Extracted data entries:
[Start of section]

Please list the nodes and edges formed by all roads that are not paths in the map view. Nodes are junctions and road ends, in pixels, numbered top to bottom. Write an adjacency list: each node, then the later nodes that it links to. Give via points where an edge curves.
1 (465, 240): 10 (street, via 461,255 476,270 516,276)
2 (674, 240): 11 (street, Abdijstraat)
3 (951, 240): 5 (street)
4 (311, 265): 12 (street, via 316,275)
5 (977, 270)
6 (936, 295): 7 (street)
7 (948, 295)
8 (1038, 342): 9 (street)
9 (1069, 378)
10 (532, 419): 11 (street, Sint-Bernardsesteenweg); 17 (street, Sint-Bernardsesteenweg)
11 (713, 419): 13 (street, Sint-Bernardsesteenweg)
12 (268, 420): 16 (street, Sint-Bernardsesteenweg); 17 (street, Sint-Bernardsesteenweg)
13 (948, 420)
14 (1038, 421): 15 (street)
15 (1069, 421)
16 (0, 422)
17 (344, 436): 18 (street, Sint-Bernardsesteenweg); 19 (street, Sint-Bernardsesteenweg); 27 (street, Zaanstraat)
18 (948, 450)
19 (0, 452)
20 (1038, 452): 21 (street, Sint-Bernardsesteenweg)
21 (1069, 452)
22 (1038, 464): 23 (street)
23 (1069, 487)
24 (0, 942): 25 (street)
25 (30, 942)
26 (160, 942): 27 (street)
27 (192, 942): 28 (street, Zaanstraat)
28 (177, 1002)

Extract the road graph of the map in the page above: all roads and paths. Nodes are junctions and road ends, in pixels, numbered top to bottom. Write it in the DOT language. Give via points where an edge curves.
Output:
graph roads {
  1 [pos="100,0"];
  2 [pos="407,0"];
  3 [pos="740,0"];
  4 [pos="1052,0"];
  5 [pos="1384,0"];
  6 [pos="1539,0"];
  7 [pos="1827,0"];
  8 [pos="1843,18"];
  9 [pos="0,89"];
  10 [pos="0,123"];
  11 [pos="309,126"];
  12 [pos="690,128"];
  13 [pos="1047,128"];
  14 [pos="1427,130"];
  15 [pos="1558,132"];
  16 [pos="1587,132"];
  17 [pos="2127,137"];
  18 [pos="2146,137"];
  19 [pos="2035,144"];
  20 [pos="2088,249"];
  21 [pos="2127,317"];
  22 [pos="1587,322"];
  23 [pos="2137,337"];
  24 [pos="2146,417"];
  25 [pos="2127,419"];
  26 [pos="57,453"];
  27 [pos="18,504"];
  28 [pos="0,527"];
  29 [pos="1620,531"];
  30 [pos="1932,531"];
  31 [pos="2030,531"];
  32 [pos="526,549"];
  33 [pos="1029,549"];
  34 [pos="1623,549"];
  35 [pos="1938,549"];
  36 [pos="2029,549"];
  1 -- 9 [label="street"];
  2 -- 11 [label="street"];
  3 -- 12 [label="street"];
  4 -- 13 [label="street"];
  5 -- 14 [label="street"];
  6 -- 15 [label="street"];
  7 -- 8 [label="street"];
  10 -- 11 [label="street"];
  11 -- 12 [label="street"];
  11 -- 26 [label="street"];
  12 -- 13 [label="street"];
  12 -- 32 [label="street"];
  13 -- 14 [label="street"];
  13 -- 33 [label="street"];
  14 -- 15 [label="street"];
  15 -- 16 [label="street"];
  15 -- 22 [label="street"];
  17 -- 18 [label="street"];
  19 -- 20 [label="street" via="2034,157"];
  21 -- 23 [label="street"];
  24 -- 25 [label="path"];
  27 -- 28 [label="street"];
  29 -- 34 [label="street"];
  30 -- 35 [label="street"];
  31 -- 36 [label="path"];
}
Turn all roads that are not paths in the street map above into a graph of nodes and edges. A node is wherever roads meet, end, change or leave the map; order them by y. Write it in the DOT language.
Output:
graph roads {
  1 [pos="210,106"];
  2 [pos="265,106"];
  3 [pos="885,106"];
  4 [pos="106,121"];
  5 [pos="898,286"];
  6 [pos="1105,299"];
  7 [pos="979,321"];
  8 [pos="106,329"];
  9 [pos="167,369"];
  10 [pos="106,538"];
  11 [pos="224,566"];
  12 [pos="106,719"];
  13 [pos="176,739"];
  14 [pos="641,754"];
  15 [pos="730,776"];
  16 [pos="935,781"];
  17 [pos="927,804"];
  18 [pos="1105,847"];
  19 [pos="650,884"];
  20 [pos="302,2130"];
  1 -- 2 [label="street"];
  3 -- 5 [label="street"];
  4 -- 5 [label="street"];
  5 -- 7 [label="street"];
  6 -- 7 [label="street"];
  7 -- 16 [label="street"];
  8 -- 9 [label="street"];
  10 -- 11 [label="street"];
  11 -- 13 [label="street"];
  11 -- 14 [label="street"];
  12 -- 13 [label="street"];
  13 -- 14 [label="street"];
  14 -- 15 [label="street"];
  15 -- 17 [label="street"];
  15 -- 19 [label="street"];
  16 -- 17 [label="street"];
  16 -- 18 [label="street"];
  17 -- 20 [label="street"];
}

[End of section]

● WHAT YOU SHOULD DO: The answer must consist of every line from the records above that holds "language".

● SOLVED PROBLEM:
Extract the road graph of the map in the page above: all roads and paths. Nodes are junctions and road ends, in pixels, numbered top to bottom. Write it in the DOT language. Give via points where an edge curves.
Turn all roads that are not paths in the street map above into a graph of nodes and edges. A node is wherever roads meet, end, change or leave the map; order them by y. Write it in the DOT language.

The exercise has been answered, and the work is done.